What is a pandemic? You may have heard this word a lot lately, and today we are immersed in one. A pandemic is when an infectious disease grows so large that it spreads through many countries and is transmitted through many people and through contact between them. The word comes from the Greek, and is the sum of the word “bread” and “demos”, which comes to mean of all the people or of all the people.

So when an epidemic spreads over a very wide area, it is called a pandemic, as long as the disease causing the previous epidemic can be transmitted from person to person. Sometimes these diseases can also be carried by something non-human, such as certain insects such as the mosquito (which occurs in diseases such as Zika or Dengue). Sometimes pandemics can be caused by viruses as common to us as the flu (influenza virus) since there are many types and they spread easily and quickly, making many people sick all over the world.

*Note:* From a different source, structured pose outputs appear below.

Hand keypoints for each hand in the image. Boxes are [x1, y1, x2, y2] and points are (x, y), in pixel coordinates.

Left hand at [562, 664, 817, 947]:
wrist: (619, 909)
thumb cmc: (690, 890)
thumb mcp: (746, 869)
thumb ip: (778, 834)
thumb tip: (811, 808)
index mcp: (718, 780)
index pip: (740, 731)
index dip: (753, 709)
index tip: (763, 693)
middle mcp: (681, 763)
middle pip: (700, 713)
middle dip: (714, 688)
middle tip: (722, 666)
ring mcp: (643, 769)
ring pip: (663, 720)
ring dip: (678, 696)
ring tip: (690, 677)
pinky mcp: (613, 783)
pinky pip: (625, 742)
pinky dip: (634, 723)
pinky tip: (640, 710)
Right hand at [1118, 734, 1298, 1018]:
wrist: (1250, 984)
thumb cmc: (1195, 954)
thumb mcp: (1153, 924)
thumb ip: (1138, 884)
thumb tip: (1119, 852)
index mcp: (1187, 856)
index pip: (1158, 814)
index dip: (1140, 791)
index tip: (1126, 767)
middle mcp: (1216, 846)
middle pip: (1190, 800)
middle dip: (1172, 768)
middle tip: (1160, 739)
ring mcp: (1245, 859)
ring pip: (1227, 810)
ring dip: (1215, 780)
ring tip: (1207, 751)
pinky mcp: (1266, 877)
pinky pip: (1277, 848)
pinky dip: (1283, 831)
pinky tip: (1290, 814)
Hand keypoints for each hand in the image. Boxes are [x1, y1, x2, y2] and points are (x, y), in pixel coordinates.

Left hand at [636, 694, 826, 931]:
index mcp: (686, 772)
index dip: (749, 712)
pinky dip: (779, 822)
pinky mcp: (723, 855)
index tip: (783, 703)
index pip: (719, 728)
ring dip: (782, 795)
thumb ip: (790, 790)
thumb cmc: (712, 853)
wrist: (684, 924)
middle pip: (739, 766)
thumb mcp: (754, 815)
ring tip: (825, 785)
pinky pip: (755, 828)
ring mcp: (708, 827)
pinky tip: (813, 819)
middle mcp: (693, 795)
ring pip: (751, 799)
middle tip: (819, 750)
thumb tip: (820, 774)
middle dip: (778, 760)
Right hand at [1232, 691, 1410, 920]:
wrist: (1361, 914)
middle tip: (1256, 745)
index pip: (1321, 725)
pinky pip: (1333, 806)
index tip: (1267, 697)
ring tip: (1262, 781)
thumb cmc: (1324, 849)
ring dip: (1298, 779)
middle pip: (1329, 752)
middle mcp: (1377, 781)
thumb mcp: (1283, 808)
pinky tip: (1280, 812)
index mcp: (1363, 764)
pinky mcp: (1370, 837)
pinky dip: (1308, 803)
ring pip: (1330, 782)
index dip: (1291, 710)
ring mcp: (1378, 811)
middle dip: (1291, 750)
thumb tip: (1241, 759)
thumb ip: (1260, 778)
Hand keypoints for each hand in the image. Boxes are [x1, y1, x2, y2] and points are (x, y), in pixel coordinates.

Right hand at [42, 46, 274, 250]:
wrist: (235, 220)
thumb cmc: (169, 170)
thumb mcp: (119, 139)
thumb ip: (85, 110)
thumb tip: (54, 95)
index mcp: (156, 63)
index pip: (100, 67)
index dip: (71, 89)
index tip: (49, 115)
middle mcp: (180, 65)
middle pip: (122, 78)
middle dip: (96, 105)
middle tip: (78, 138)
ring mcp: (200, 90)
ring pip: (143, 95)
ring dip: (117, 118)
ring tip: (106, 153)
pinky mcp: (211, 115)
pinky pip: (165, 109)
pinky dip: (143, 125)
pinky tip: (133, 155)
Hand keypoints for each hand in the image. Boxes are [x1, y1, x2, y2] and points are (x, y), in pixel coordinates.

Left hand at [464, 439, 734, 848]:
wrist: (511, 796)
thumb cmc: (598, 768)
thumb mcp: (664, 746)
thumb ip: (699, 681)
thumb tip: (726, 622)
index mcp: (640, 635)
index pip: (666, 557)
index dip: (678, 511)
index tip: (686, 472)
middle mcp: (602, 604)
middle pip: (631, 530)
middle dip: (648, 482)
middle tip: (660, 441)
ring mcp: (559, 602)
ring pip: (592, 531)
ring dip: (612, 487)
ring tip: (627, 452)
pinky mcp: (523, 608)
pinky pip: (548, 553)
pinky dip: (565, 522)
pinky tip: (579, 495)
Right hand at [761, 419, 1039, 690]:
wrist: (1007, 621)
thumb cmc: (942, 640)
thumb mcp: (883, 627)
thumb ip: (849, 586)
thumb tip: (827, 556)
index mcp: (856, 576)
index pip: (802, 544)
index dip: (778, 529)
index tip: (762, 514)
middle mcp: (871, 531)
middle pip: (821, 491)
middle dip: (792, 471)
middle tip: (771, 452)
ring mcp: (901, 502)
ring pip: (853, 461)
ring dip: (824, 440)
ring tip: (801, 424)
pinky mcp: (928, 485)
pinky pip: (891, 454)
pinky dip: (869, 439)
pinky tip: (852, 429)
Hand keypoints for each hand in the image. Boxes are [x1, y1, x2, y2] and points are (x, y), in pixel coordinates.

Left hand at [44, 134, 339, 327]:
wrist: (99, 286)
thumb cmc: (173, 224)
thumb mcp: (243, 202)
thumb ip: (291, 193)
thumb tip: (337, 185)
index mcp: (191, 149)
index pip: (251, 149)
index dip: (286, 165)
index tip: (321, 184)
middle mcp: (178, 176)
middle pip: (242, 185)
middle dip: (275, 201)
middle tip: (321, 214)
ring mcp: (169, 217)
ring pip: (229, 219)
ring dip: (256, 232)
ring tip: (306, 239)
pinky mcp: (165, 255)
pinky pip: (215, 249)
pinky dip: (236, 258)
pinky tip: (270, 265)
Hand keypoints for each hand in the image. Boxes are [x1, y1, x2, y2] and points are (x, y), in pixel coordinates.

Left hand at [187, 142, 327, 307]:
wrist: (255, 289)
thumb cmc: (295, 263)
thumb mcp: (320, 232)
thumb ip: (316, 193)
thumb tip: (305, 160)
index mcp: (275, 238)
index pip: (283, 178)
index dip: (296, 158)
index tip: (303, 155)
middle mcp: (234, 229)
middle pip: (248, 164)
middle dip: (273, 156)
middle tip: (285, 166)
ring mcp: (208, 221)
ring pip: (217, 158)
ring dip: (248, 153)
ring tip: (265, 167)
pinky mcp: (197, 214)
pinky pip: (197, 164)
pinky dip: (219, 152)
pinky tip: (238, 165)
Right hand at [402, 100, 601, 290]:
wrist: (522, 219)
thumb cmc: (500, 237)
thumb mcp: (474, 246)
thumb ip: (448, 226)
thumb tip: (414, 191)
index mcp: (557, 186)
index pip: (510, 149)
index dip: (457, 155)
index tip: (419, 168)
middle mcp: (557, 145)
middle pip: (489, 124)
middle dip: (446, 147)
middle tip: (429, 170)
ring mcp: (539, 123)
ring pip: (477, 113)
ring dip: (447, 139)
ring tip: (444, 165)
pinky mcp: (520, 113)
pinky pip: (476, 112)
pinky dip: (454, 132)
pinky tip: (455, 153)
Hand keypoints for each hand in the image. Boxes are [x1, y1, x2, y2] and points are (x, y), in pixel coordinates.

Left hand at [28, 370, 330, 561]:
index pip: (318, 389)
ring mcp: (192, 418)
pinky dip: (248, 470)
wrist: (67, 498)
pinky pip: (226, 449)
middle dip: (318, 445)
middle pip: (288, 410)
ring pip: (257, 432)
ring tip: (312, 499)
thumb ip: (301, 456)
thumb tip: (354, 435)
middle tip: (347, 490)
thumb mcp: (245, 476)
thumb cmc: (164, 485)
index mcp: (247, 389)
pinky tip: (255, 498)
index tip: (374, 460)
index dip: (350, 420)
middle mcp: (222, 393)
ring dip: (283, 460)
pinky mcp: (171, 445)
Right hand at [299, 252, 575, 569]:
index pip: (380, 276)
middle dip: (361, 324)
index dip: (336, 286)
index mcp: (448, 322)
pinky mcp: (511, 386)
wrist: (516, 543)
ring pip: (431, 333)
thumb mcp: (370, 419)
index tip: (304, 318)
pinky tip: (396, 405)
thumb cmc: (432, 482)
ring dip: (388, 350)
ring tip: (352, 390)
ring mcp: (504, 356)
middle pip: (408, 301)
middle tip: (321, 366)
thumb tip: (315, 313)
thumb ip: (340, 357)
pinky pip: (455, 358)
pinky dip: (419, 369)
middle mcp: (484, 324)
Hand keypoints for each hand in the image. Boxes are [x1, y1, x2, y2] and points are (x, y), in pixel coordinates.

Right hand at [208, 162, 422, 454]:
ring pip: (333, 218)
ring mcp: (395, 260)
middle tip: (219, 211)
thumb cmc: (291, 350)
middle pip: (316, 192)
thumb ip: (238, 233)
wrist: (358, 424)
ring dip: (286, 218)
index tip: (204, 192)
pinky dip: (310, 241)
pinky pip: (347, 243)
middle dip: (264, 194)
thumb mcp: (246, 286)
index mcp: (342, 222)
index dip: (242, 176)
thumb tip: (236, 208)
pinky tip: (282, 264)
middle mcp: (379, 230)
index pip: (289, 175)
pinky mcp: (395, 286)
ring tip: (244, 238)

The World Health Organization, which as its name indicates is the one that ensures that people on the planet are safe and maintain certain levels of health or guidelines to prevent or eradicate diseases, establishes three parameters so that we can consider the spread of a disease such as a pandemic:

  • It must be an unknown or new disease.
  • It affects people and can cause serious symptoms.
  • The infectious agent spreads in an easy, stable, rapid and recurring manner.

Of course, we must bear in mind that a disease or condition is not a pandemic simply because it is generalized or kills many people, but it must also be infectious as we said before. That is why other diseases, such as cancer, which is also suffered by many people, is not a pandemic, because it is not something that is spread from one person to another.

But then what can we do to protect ourselves in a pandemic or to eradicate it? Well, we can receive vaccines or medications to protect ourselves from some of these infectious diseases, such as measles, tetanus and some types of flu. But sometimes a new flu spreads so fast that doctors and scientists don’t have enough time to develop a vaccine that will prevent us from getting sick, and that is what has happened with Sars-cov-2 or Covid-19 . While the vaccine arrives, we can also do a lot on our part trying to follow certain guidelines, such as washing our hands a lot, not touching our face or eyes, wearing masks or maintaining social distance .

Epidemics and pandemics in History

Throughout history, there have been many pandemics with catastrophic consequences, such as the Black Death that took place around 1300 in Europe and killed about 25 million people . Other small outbreaks of plague hit European cities during the next 300 years or so and, the closest to this one that we are living, was the one that took place between 1918 and 1919 that received the misnamed “Spanish flu”, a pandemic caused by the flu virus that killed more than 20 million people worldwide.

PESTE

Although today epidemics are not as common as they were before , the truth is that this new Covid-19 pandemic has taught us that we are not free to suffer them, since although we have better hygiene and health conditions, our rhythm globalized life and continuous travel around the world (added to other issues such as climate change ) can lead us back to these scenarios.

It is true that current living conditions, cleaner and with more advanced medicines and techniques, have helped to stop the spread of many diseases, but in reality epidemics have not ceased to exist and diseases such as malaria or cholera are still present in some places, they are good proof of it.